━━━ Available data

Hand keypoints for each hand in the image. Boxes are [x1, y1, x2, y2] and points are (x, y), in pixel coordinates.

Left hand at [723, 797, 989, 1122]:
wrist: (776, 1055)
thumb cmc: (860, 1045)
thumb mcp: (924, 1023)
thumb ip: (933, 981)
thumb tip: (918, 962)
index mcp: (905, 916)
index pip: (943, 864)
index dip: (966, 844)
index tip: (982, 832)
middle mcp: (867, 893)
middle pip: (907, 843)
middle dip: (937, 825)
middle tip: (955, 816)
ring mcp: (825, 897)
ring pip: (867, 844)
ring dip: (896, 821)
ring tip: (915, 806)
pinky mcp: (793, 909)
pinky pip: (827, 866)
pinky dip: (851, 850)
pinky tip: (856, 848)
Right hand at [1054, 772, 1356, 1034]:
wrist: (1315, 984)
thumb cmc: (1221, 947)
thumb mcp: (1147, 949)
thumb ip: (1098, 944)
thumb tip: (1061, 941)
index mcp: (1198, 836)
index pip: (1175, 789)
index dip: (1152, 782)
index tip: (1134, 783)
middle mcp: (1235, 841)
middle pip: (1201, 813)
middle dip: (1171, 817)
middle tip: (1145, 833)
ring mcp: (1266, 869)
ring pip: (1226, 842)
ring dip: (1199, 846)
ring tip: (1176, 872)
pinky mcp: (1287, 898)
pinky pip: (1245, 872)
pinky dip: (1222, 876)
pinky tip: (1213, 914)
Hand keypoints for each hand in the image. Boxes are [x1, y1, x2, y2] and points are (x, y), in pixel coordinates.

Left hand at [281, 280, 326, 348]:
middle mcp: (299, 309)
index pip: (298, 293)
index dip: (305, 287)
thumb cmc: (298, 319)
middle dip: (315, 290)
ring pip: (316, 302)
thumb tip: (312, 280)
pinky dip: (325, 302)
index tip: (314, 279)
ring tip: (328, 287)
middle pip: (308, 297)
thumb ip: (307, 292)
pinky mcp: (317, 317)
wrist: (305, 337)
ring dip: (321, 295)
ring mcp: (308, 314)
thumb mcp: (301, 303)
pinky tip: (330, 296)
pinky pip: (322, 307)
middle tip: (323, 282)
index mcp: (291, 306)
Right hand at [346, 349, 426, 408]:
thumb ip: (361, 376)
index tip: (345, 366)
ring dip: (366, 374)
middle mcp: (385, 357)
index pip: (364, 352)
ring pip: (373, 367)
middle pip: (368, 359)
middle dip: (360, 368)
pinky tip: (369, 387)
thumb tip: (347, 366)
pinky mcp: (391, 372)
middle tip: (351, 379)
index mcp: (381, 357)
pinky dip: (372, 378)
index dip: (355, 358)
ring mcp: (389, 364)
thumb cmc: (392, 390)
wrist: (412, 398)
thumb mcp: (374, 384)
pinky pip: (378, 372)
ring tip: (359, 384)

━━━━━━

[Exercise objective]:
Once each line with "hand" in the entries is counted, state the total and nothing else.

[Answer space]:
6